- [Information given]:
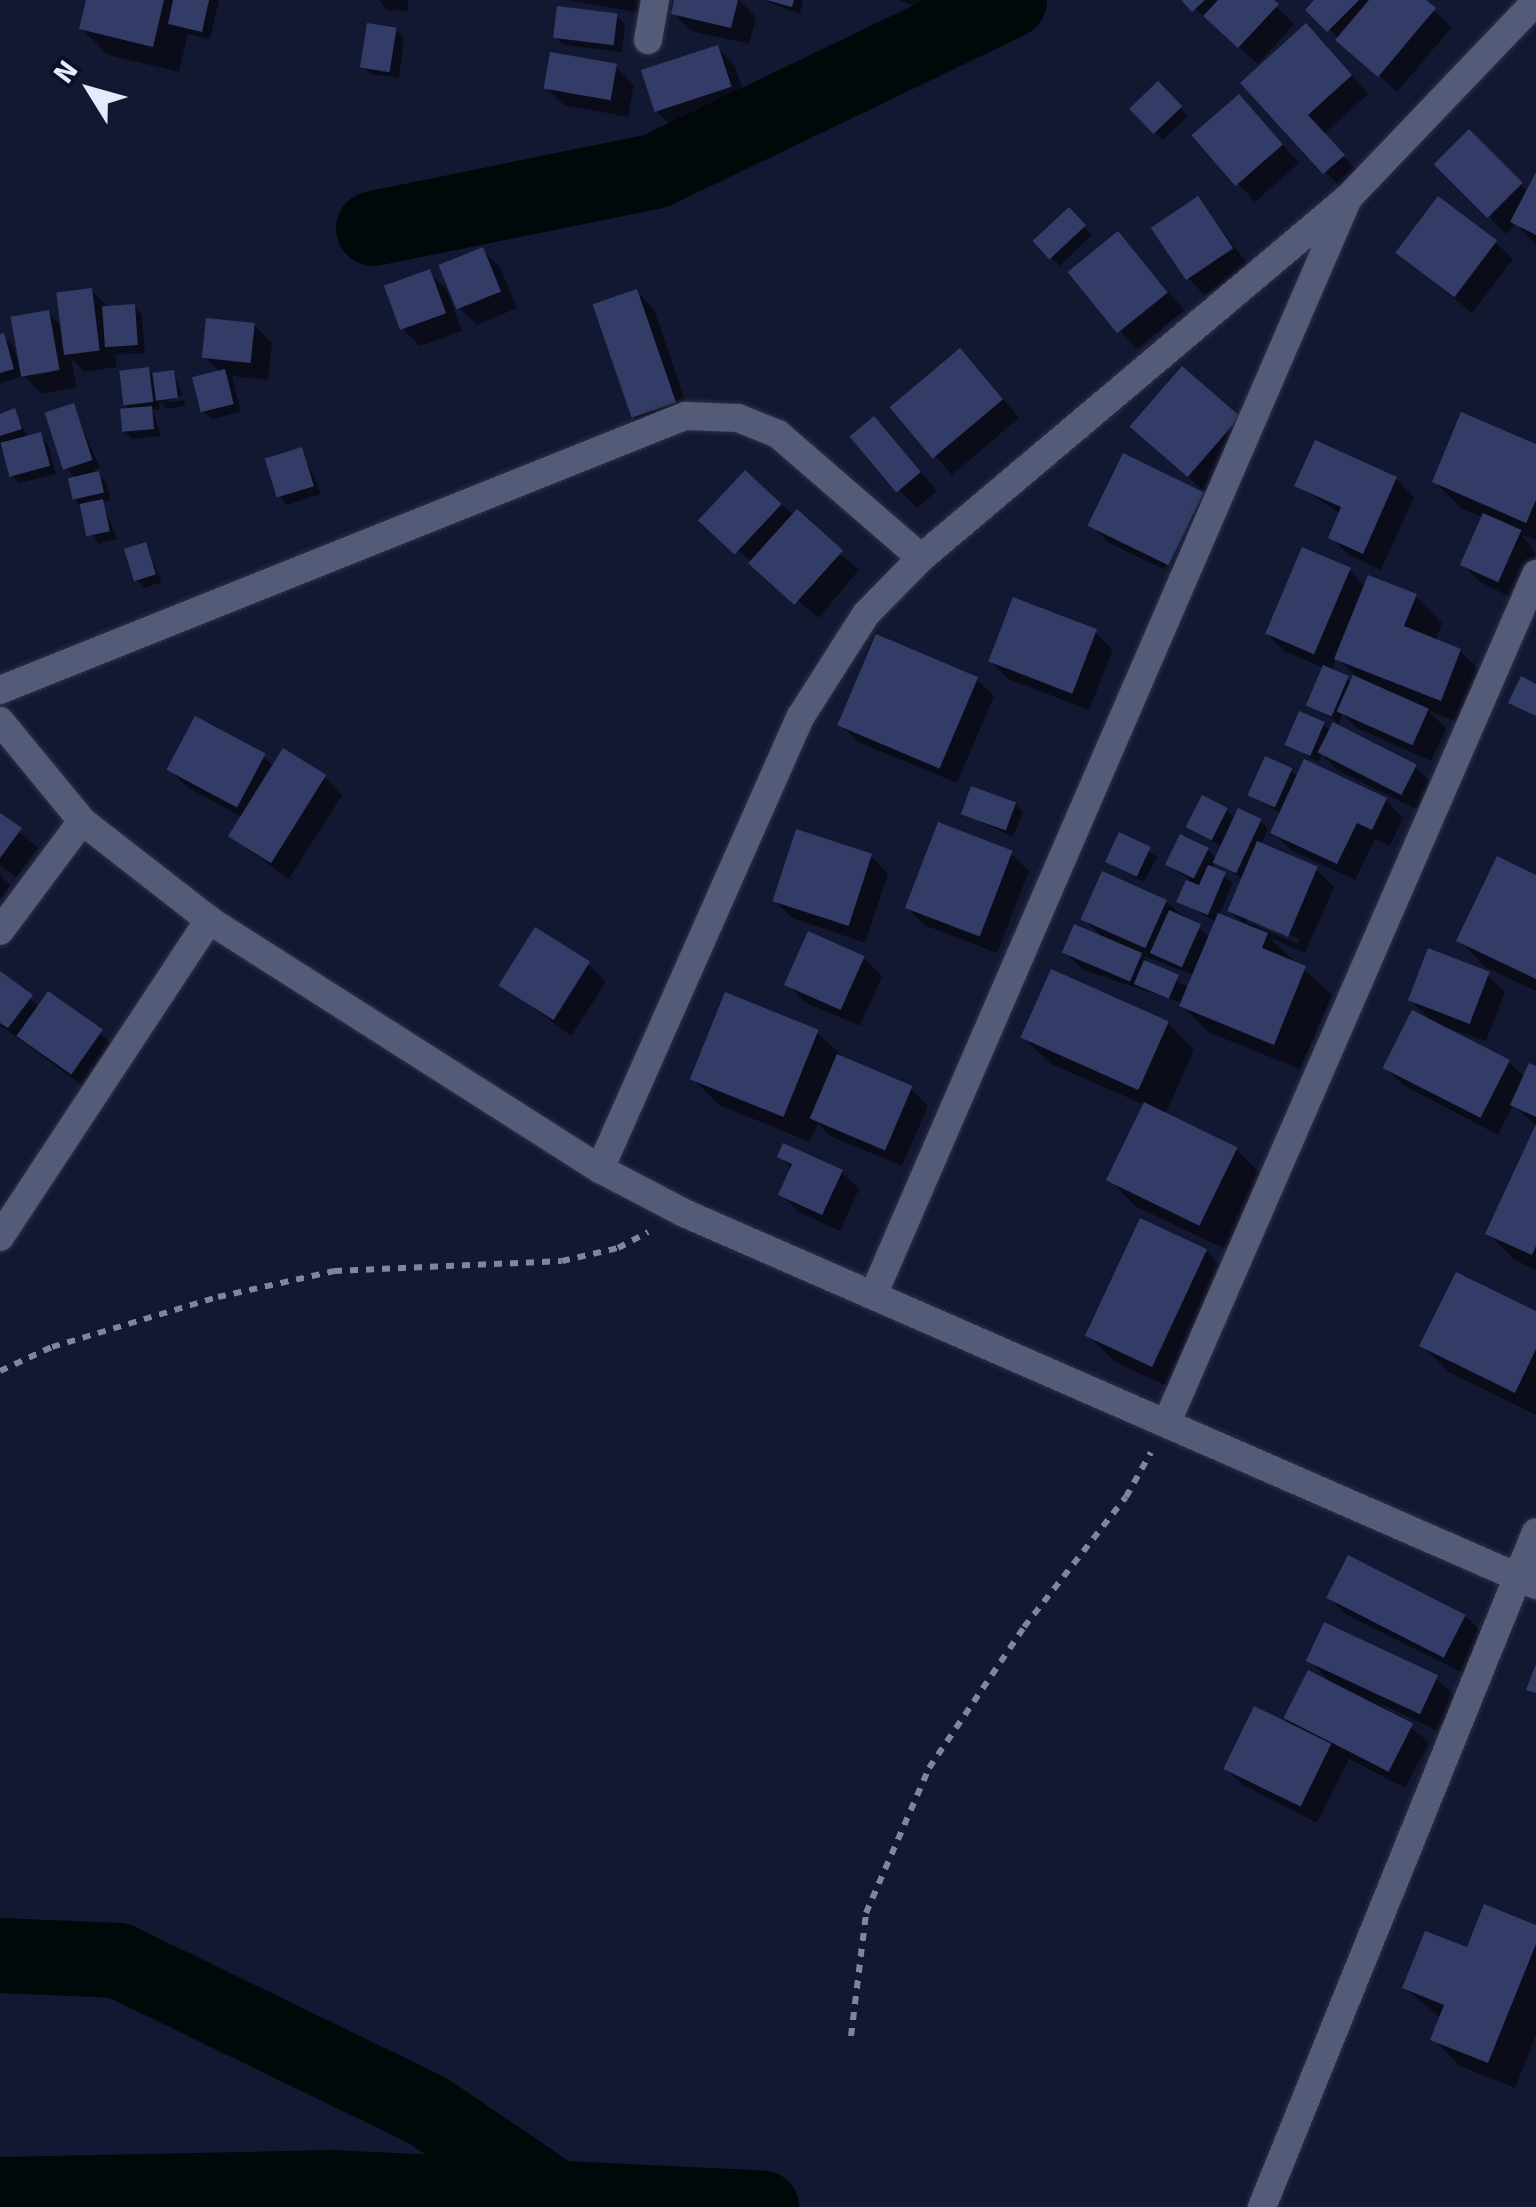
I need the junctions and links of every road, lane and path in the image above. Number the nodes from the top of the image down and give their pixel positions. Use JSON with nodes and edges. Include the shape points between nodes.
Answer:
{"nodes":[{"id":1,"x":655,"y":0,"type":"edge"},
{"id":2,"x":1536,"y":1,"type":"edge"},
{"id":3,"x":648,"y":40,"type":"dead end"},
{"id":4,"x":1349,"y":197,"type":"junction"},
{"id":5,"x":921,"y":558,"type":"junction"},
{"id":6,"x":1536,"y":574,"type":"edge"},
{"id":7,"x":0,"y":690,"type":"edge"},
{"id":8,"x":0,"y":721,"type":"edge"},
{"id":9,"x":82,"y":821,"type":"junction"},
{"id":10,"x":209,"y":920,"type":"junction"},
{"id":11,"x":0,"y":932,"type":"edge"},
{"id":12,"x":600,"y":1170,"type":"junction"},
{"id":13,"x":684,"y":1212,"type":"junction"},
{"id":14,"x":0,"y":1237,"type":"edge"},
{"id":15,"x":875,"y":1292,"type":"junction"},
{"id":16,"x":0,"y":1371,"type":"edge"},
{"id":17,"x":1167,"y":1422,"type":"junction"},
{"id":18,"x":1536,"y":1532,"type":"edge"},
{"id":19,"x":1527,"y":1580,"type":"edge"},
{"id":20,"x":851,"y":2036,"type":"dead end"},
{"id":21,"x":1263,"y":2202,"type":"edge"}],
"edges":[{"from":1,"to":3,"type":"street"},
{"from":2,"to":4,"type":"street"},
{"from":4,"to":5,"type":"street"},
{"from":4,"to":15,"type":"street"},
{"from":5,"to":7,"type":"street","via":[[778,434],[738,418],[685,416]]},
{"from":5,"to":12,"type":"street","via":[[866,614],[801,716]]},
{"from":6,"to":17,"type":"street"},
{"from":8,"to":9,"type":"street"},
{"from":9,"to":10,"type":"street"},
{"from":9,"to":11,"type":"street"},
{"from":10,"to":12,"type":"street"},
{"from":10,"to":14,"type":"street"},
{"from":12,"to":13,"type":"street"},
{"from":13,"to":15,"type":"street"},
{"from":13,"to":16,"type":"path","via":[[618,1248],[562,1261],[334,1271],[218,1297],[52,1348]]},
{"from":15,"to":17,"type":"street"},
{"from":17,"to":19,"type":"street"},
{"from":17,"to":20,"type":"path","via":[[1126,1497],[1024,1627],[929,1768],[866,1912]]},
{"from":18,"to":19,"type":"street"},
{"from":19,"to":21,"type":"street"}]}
--
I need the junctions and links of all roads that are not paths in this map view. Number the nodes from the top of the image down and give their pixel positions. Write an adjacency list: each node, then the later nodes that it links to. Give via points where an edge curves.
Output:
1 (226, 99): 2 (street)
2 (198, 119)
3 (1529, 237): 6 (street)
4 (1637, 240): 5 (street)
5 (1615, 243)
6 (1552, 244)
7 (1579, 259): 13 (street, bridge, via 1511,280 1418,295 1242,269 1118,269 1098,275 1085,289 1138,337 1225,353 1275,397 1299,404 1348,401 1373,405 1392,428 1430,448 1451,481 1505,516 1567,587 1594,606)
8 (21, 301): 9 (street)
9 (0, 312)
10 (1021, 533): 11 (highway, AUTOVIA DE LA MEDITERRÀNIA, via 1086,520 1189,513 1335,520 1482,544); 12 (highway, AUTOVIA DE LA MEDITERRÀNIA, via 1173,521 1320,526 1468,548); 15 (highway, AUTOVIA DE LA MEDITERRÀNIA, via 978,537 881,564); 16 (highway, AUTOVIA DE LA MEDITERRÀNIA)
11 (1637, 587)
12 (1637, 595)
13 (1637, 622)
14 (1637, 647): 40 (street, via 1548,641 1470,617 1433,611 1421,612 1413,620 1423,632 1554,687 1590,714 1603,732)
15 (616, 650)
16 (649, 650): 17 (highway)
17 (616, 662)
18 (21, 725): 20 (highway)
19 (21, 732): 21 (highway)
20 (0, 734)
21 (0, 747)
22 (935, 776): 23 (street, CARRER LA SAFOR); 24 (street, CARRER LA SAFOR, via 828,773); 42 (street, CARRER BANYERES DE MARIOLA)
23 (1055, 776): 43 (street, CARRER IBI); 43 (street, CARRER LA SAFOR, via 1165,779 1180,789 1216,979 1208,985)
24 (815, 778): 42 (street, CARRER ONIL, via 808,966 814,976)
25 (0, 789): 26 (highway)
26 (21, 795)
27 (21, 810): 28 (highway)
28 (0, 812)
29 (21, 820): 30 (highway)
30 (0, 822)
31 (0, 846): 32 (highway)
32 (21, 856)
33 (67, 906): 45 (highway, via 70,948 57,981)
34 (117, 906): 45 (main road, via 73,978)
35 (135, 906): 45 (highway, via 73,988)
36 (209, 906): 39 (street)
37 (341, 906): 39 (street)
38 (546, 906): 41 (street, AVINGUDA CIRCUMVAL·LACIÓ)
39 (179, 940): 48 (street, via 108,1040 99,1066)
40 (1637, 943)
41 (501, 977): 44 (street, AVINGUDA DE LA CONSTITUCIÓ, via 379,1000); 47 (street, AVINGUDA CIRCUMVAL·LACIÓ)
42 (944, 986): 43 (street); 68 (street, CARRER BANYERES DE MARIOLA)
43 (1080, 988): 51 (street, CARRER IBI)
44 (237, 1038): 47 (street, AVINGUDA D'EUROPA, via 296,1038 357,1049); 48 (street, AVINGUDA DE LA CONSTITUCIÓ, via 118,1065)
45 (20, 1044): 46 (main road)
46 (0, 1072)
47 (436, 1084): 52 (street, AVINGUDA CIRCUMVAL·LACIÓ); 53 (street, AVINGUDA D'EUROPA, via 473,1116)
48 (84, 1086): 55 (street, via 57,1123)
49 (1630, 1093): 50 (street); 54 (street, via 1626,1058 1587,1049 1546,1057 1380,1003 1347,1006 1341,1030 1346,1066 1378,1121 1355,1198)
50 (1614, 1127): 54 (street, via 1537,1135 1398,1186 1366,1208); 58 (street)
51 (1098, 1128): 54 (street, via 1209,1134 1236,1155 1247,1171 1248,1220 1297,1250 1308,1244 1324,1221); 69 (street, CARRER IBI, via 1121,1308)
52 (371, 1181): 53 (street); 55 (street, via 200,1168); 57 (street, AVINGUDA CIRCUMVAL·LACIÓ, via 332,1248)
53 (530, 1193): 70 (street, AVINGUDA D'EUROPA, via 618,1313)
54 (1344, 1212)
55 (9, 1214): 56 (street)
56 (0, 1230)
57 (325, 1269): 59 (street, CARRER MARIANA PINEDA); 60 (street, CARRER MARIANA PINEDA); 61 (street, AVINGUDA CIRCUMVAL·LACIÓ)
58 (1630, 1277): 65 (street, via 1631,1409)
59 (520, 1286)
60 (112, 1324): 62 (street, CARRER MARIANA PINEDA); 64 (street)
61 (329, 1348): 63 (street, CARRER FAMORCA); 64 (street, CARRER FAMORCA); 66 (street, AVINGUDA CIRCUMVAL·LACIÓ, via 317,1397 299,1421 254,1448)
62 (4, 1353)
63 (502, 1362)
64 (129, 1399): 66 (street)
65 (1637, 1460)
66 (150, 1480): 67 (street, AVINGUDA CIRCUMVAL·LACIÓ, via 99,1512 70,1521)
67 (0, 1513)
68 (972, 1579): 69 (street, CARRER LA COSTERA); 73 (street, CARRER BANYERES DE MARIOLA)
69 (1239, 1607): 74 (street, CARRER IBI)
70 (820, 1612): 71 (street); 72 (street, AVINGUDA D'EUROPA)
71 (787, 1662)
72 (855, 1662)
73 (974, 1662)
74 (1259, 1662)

- [What the exercise asks]: Return each line of the data that contains the string "dead".

- [Exercise answer]:
{"id":3,"x":648,"y":40,"type":"dead end"},
{"id":20,"x":851,"y":2036,"type":"dead end"},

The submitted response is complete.